Since its victory in the Cold War, the US global hegemony has rested on three pillars: economic power, military might and a vast capacity to export its popular culture. The recent emergence of additional powers -- the EU, China, India and a Russia driven to recover its lost status -- has eroded the US' capacity to shape events unilaterally.
Even so, the US remains by far the world's most powerful country; its decline has more to do with its incompetent use of power than with the emergence of competitors. It is US leaders' "suicidal statecraft," to use Arnold Toynbee's pithy phrase for what he considered the ultimate cause of imperial collapse, that is to blame for the US' plight.
Consider the Middle East. Nothing reveals the decline of the US in the region better than the contrast between the US' sober use of power in the first Gulf War in 1991 and the hubris and deceit of today's Iraq war.
In 1991, the US forged the most formidable international coalition since World War II and led it in a fully legitimate war aimed at restoring regional balance after the late Iraqi president Saddam Hussein's invasion of Kuwait. In 2003, the US went to war without its trans-Atlantic allies after manipulating false assertions. In doing so, the US embarked on a preposterous grand strategy that aimed no less at simultaneously dismantling Iraq's tyrannical regime, restructuring the entire Middle East, destroying al-Qaeda and helping democracy to take root throughout the Arab world.
The result has been utter failure: military defeat and a severe degradation of the US' moral standing. Rather than undermining radical Islam, the US has legitimized it, in Iraq and beyond. Indeed, what will now shape the future of the region is not democracy, but the violent divide between Shiites and Sunnis that the Iraq war precipitated. It is this Muslim civil war that is allowing al-Qaeda to gain a larger pool of recruits.
With Iraq probably becoming the first Arab country to be ruled by Shiites, and hence integrated into an expanding Shiite Iranian empire, the US' Sunni allies in the region now view the US as unreliable. Indeed, the US is seen as practically complicit in inciting a monumental reversal of Islam's fortunes, the Shiite revival. Nor is the gospel of democracy especially dear to the US' Arab allies, for the call to democratize has only emboldened the Islamists to challenge the incumbent elites for power.
Admittedly, violent Islamic fundamentalism has deeper roots in the fading promise of Arab nationalism.
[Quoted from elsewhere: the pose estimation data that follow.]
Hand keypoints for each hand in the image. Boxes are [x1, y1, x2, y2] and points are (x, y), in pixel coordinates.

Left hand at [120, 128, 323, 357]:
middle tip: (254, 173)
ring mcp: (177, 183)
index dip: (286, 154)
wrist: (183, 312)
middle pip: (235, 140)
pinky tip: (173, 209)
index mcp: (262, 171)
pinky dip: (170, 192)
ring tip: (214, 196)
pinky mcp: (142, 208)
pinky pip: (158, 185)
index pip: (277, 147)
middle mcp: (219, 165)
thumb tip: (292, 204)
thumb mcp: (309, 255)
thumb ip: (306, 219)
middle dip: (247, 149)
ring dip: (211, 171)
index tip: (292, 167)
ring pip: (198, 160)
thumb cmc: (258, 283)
But the US' misbegotten democratic message has ended up alienating both its conservative regional allies, as it gave a new lease on life to political Islam, which can use the ballot box as a route to power, and the Islamists, whose electoral gains are then rejected by the US.
The US' biggest strategic blunder in the Middle East arguably concerns the emergence of Iranian power. By destroying Iraq as a counterbalancing regional force, the US dealt a major blow to its traditional Gulf allies, for whom Iraq served as a barrier against Iran's ambitions. The US offered Iran on a silver platter strategic assets that Grand Ayatollah Seyyed Ruhollah Mosavi Khomeini's 1979 revolution failed to acquire either in eight years of war against Saddam or in its abortive attempts to export the Islamic revolution throughout the region. Likewise, Iran's nuclear program gained momentum thanks to its sense of impunity following the colossal failure in Iraq of the US' concept of "preventive war."